About this exercise:
Write down each of the records again, exactly and in full.
===== Dataset content
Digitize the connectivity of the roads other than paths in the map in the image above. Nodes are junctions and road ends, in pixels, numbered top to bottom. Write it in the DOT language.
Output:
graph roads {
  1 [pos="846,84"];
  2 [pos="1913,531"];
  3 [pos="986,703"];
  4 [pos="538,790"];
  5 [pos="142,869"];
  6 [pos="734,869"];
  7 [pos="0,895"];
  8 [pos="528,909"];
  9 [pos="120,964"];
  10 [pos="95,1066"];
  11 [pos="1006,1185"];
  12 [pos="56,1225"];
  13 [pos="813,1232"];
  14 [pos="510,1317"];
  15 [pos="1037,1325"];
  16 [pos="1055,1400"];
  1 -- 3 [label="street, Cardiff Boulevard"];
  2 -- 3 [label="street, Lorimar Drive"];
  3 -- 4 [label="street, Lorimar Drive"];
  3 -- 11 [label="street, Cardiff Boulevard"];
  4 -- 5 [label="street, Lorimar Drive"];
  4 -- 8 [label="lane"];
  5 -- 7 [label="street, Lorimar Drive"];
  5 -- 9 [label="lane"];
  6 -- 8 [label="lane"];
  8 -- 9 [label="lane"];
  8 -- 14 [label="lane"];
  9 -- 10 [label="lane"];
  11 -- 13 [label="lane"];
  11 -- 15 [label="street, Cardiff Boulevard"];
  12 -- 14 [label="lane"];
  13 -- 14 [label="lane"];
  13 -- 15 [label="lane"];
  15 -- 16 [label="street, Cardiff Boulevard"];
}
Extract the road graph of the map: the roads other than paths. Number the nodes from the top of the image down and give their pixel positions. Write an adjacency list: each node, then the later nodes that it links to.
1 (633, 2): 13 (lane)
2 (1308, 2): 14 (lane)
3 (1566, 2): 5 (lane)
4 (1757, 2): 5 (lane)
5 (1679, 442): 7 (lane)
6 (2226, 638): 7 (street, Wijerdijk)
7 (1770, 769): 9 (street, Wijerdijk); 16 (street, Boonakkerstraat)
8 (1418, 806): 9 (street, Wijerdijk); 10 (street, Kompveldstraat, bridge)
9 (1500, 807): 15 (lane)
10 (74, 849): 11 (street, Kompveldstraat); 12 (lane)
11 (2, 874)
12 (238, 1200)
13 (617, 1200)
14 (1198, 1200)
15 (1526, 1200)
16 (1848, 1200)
==========
Task solution:
Digitize the connectivity of the roads other than paths in the map in the image above. Nodes are junctions and road ends, in pixels, numbered top to bottom. Write it in the DOT language.
Output:
graph roads {
  1 [pos="846,84"];
  2 [pos="1913,531"];
  3 [pos="986,703"];
  4 [pos="538,790"];
  5 [pos="142,869"];
  6 [pos="734,869"];
  7 [pos="0,895"];
  8 [pos="528,909"];
  9 [pos="120,964"];
  10 [pos="95,1066"];
  11 [pos="1006,1185"];
  12 [pos="56,1225"];
  13 [pos="813,1232"];
  14 [pos="510,1317"];
  15 [pos="1037,1325"];
  16 [pos="1055,1400"];
  1 -- 3 [label="street, Cardiff Boulevard"];
  2 -- 3 [label="street, Lorimar Drive"];
  3 -- 4 [label="street, Lorimar Drive"];
  3 -- 11 [label="street, Cardiff Boulevard"];
  4 -- 5 [label="street, Lorimar Drive"];
  4 -- 8 [label="lane"];
  5 -- 7 [label="street, Lorimar Drive"];
  5 -- 9 [label="lane"];
  6 -- 8 [label="lane"];
  8 -- 9 [label="lane"];
  8 -- 14 [label="lane"];
  9 -- 10 [label="lane"];
  11 -- 13 [label="lane"];
  11 -- 15 [label="street, Cardiff Boulevard"];
  12 -- 14 [label="lane"];
  13 -- 14 [label="lane"];
  13 -- 15 [label="lane"];
  15 -- 16 [label="street, Cardiff Boulevard"];
}
Extract the road graph of the map: the roads other than paths. Number the nodes from the top of the image down and give their pixel positions. Write an adjacency list: each node, then the later nodes that it links to.
1 (633, 2): 13 (lane)
2 (1308, 2): 14 (lane)
3 (1566, 2): 5 (lane)
4 (1757, 2): 5 (lane)
5 (1679, 442): 7 (lane)
6 (2226, 638): 7 (street, Wijerdijk)
7 (1770, 769): 9 (street, Wijerdijk); 16 (street, Boonakkerstraat)
8 (1418, 806): 9 (street, Wijerdijk); 10 (street, Kompveldstraat, bridge)
9 (1500, 807): 15 (lane)
10 (74, 849): 11 (street, Kompveldstraat); 12 (lane)
11 (2, 874)
12 (238, 1200)
13 (617, 1200)
14 (1198, 1200)
15 (1526, 1200)
16 (1848, 1200)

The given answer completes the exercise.